Straight copy, no pictures: transcribe each entry as it stands.

▬▬▬▬▬▬▬▬▬▬

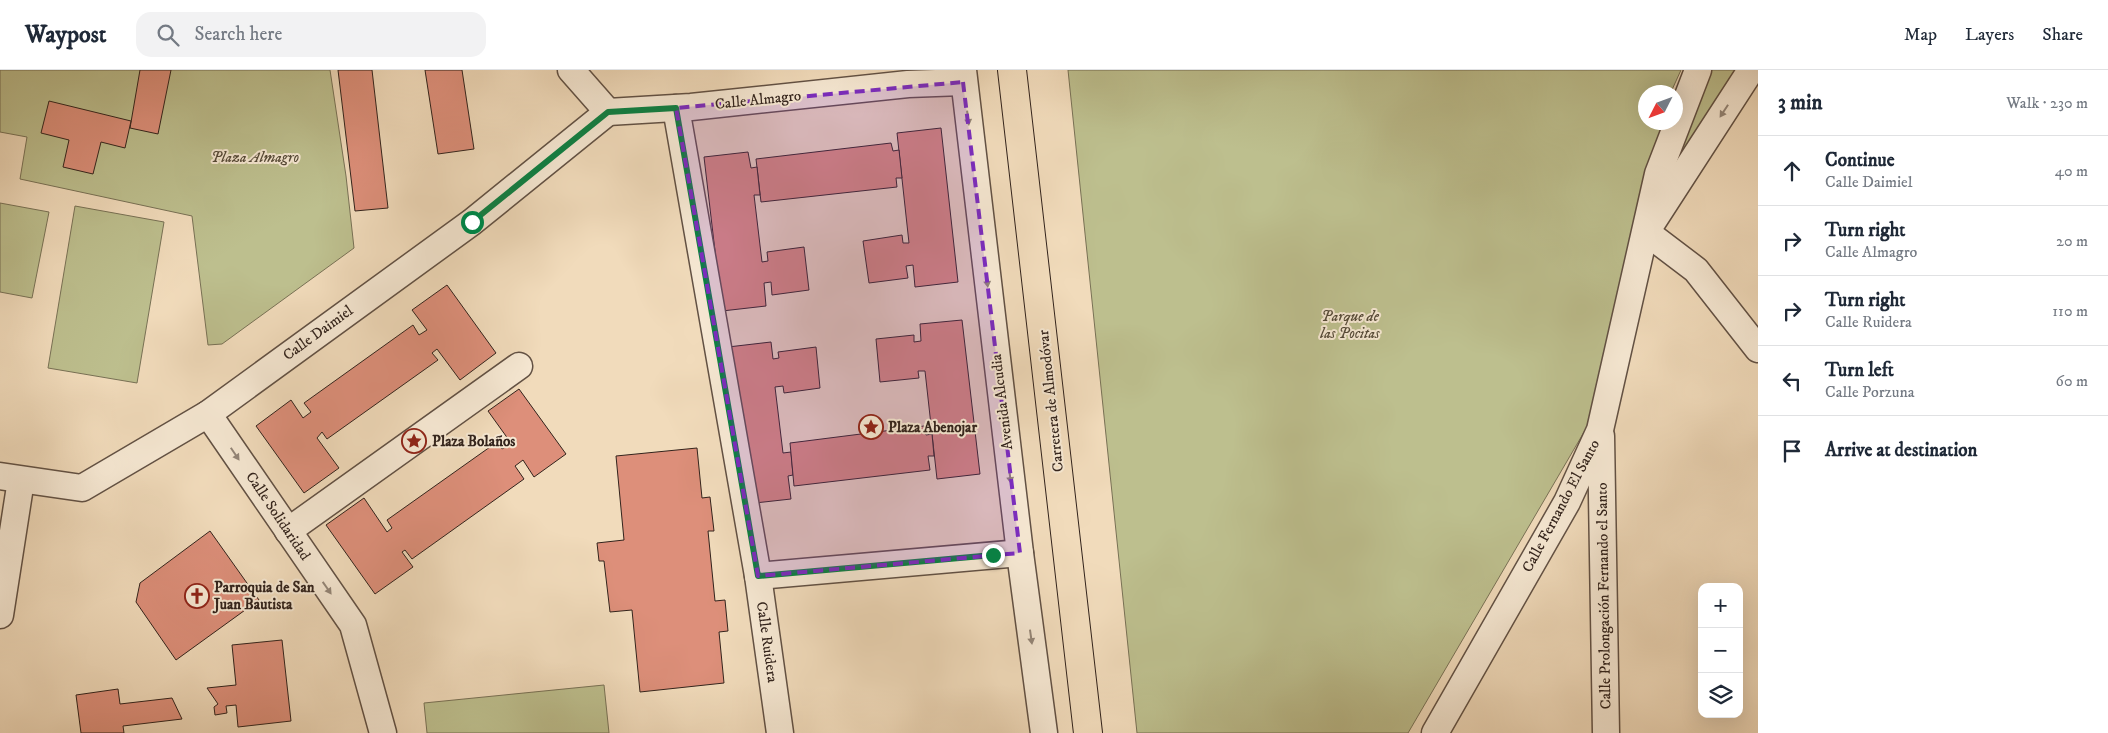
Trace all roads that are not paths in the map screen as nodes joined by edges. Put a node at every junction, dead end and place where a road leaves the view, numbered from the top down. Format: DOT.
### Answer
graph roads {
  1 [pos="572,70"];
  2 [pos="1012,70"];
  3 [pos="1698,70"];
  4 [pos="1751,70"];
  5 [pos="963,76"];
  6 [pos="676,108"];
  7 [pos="608,112"];
  8 [pos="1646,232"];
  9 [pos="1758,349"];
  10 [pos="519,366"];
  11 [pos="208,414"];
  12 [pos="1600,430"];
  13 [pos="11,478"];
  14 [pos="288,532"];
  15 [pos="1020,553"];
  16 [pos="758,576"];
  17 [pos="0,615"];
  18 [pos="382,733"];
  19 [pos="780,733"];
  20 [pos="1044,733"];
  21 [pos="1088,733"];
  22 [pos="1435,733"];
  23 [pos="1606,733"];
  1 -- 7 [label="street"];
  2 -- 21 [label="main road, Carretera de Almodóvar"];
  3 -- 8 [label="street, Calle Fernando El Santo"];
  4 -- 8 [label="street, Calle Fernando El Santo, one-way"];
  5 -- 6 [label="street, Calle Almagro"];
  5 -- 15 [label="street, Avenida Alcudia, one-way"];
  6 -- 7 [label="street, Calle Almagro"];
  6 -- 16 [label="street, Calle Ruidera"];
  7 -- 11 [label="street, Calle Daimiel"];
  8 -- 9 [label="street"];
  8 -- 12 [label="street, Calle Fernando El Santo"];
  10 -- 14 [label="street"];
  11 -- 13 [label="street, Calle Daimiel"];
  11 -- 14 [label="street, Calle Solidaridad, one-way"];
  12 -- 22 [label="street, Calle Fernando El Santo"];
  12 -- 23 [label="street, Calle Prolongación Fernando el Santo"];
  13 -- 17 [label="street"];
  14 -- 18 [label="street, Calle Solidaridad, one-way"];
  15 -- 16 [label="street"];
  15 -- 20 [label="street, Avenida Alcudia, one-way"];
  16 -- 19 [label="street, Calle Ruidera"];
}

▬▬▬▬▬▬▬▬▬▬

▶ **Completed task**:
Trace all roads that are not paths in the map screen as nodes joined by edges. Put a node at every junction, dead end and place where a road leaves the view, numbered from the top down. Format: DOT.
### Answer
graph roads {
  1 [pos="572,70"];
  2 [pos="1012,70"];
  3 [pos="1698,70"];
  4 [pos="1751,70"];
  5 [pos="963,76"];
  6 [pos="676,108"];
  7 [pos="608,112"];
  8 [pos="1646,232"];
  9 [pos="1758,349"];
  10 [pos="519,366"];
  11 [pos="208,414"];
  12 [pos="1600,430"];
  13 [pos="11,478"];
  14 [pos="288,532"];
  15 [pos="1020,553"];
  16 [pos="758,576"];
  17 [pos="0,615"];
  18 [pos="382,733"];
  19 [pos="780,733"];
  20 [pos="1044,733"];
  21 [pos="1088,733"];
  22 [pos="1435,733"];
  23 [pos="1606,733"];
  1 -- 7 [label="street"];
  2 -- 21 [label="main road, Carretera de Almodóvar"];
  3 -- 8 [label="street, Calle Fernando El Santo"];
  4 -- 8 [label="street, Calle Fernando El Santo, one-way"];
  5 -- 6 [label="street, Calle Almagro"];
  5 -- 15 [label="street, Avenida Alcudia, one-way"];
  6 -- 7 [label="street, Calle Almagro"];
  6 -- 16 [label="street, Calle Ruidera"];
  7 -- 11 [label="street, Calle Daimiel"];
  8 -- 9 [label="street"];
  8 -- 12 [label="street, Calle Fernando El Santo"];
  10 -- 14 [label="street"];
  11 -- 13 [label="street, Calle Daimiel"];
  11 -- 14 [label="street, Calle Solidaridad, one-way"];
  12 -- 22 [label="street, Calle Fernando El Santo"];
  12 -- 23 [label="street, Calle Prolongación Fernando el Santo"];
  13 -- 17 [label="street"];
  14 -- 18 [label="street, Calle Solidaridad, one-way"];
  15 -- 16 [label="street"];
  15 -- 20 [label="street, Avenida Alcudia, one-way"];
  16 -- 19 [label="street, Calle Ruidera"];
}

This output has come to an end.